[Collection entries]
^^^^^^^^^^^^^^^^

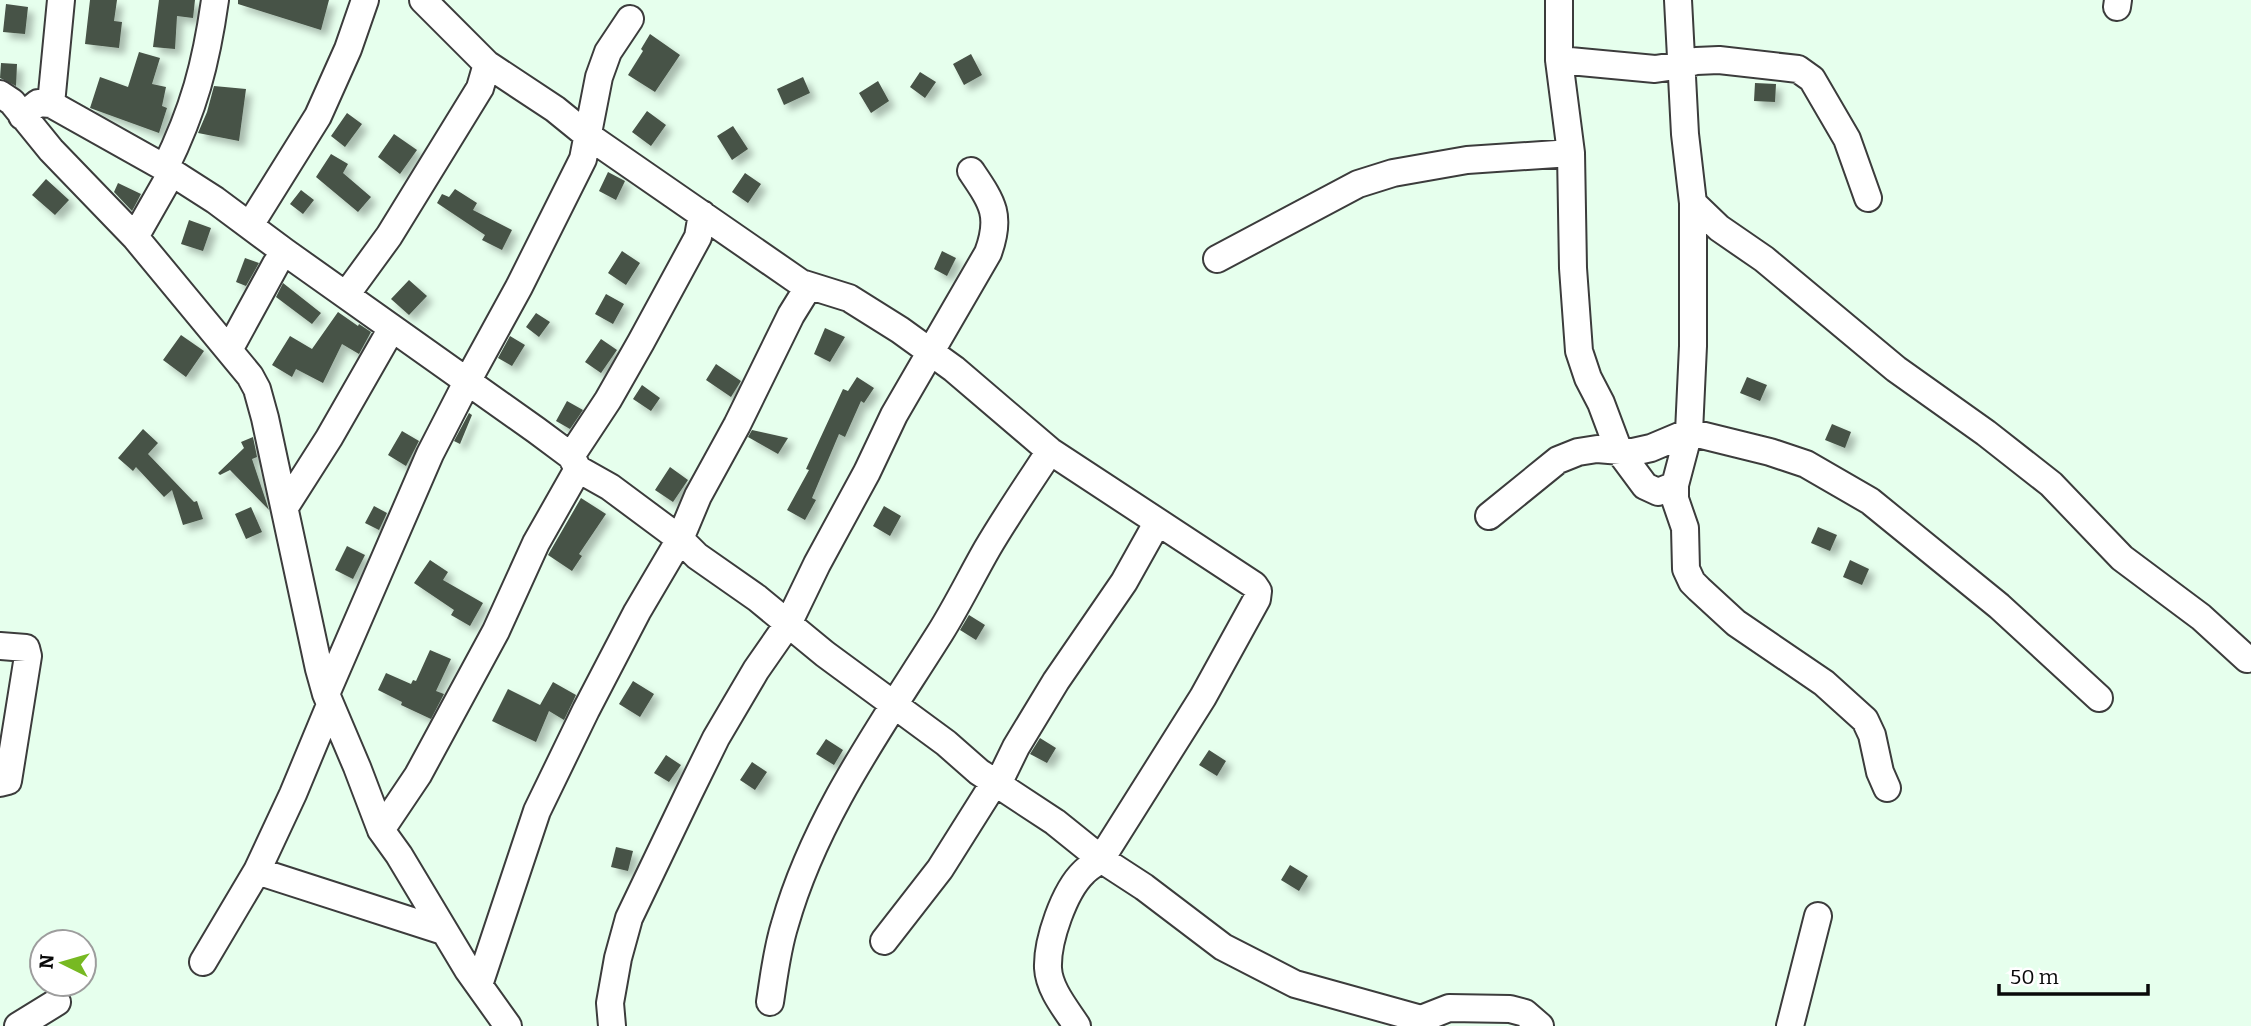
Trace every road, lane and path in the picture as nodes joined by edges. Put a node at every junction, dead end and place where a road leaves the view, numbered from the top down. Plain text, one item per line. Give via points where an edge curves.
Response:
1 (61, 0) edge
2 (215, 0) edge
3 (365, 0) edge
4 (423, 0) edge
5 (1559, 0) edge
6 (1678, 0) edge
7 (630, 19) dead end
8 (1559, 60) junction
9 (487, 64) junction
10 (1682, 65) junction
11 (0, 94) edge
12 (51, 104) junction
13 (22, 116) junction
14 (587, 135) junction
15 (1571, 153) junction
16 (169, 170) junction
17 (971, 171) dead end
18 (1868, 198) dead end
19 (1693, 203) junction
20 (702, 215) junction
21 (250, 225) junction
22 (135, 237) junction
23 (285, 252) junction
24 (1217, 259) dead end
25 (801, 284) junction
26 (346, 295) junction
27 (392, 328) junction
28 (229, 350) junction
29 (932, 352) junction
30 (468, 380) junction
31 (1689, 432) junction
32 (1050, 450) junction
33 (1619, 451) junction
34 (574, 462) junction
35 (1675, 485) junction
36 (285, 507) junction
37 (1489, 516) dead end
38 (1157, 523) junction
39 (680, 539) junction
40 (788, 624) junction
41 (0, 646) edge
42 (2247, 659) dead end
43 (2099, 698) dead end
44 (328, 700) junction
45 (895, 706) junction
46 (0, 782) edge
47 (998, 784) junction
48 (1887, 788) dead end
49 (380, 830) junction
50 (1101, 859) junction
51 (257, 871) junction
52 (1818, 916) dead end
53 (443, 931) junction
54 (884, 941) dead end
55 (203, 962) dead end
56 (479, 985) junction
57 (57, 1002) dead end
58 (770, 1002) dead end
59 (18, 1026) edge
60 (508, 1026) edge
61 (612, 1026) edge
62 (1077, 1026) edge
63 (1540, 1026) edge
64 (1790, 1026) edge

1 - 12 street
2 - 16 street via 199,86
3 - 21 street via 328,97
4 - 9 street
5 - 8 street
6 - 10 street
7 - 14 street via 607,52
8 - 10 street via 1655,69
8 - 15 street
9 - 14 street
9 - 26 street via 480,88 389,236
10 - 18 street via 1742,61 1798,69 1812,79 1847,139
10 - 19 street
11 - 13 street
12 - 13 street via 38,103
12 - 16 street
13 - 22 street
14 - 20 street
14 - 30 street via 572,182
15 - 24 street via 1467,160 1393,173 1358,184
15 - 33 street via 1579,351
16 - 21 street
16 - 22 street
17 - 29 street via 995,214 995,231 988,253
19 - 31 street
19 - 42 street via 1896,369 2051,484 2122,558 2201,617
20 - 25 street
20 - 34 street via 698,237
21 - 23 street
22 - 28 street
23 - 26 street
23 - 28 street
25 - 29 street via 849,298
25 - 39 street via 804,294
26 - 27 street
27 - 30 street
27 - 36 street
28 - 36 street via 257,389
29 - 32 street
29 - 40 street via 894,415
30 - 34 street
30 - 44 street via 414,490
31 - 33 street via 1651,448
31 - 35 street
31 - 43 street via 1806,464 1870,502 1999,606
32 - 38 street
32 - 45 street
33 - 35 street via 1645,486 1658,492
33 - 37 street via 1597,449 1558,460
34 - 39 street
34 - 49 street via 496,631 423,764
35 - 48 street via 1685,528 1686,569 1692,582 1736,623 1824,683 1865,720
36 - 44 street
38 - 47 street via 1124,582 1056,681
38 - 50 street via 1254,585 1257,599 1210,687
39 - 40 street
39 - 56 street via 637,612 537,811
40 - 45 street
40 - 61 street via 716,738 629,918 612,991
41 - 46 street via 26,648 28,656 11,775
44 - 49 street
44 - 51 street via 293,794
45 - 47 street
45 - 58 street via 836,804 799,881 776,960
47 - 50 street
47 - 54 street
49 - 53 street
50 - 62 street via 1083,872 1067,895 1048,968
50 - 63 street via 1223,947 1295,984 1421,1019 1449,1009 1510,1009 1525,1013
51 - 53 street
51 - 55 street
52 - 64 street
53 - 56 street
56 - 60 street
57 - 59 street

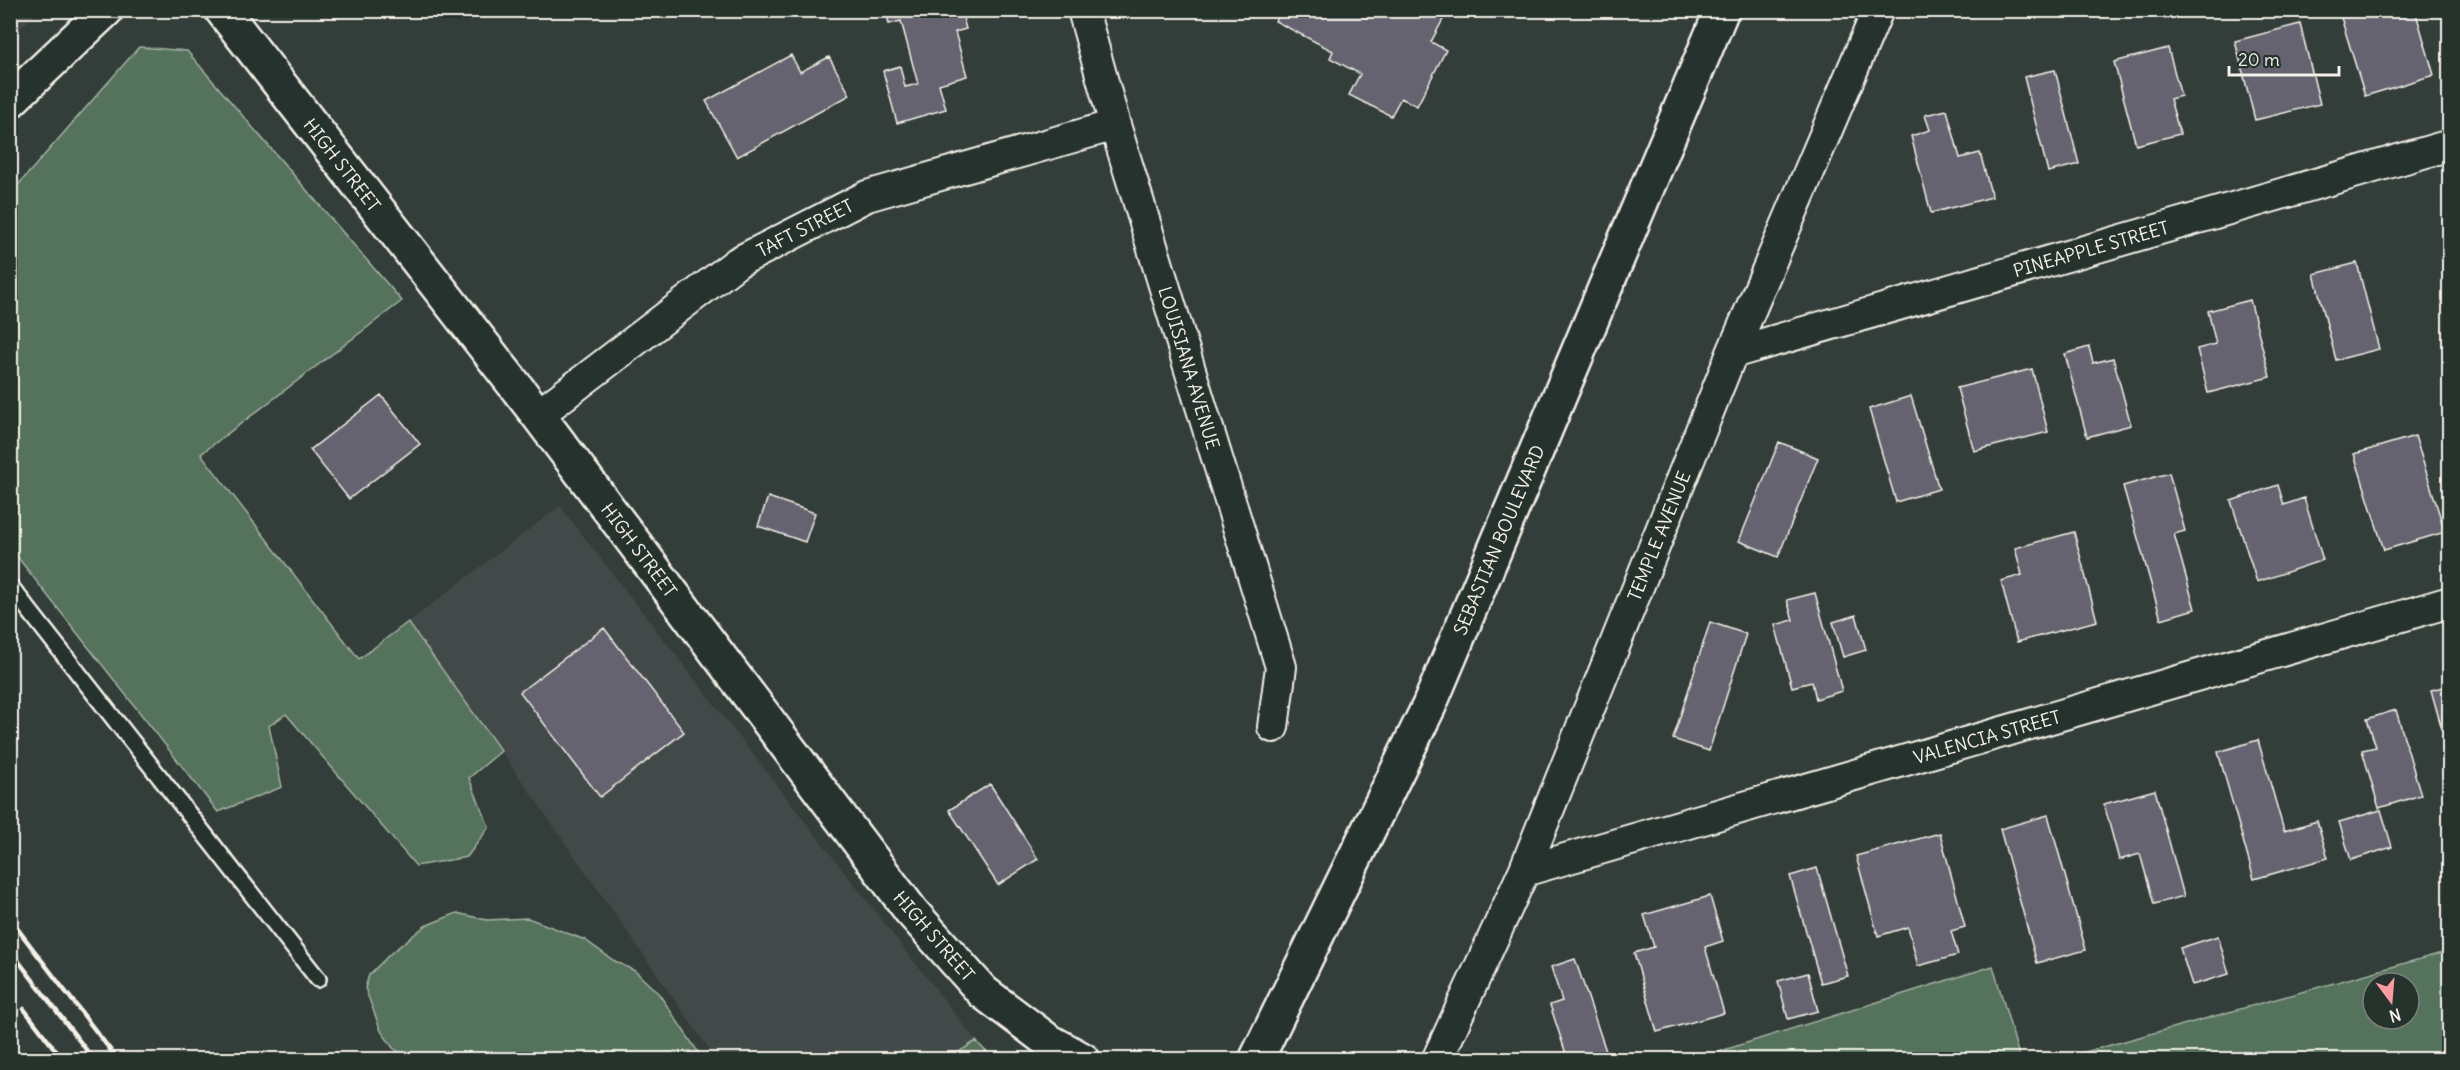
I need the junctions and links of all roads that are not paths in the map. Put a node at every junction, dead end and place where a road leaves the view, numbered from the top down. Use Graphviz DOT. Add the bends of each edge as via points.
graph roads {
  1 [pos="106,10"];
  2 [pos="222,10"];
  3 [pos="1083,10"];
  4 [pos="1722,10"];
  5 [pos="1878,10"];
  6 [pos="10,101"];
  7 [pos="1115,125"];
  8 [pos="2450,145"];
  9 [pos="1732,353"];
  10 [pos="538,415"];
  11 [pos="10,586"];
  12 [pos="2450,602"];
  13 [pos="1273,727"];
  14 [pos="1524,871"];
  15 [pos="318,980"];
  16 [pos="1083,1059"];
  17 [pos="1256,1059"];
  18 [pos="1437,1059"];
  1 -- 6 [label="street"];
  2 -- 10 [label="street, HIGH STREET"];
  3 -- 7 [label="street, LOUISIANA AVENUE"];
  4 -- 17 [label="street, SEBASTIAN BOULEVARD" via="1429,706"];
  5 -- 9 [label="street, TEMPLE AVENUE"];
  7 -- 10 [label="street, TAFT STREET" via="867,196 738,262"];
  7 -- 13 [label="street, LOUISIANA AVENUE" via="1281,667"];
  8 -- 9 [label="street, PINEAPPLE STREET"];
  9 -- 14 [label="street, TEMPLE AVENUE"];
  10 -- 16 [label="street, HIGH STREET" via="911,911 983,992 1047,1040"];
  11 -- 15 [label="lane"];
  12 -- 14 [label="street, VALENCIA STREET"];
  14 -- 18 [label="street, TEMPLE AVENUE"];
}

^^^^^^^^^^^^^^^^

Activity » Taking the records above as input, show every line in which the word "LOUISIANA" is present.

Solution for this exercise »
  3 -- 7 [label="street, LOUISIANA AVENUE"];
  7 -- 13 [label="street, LOUISIANA AVENUE" via="1281,667"];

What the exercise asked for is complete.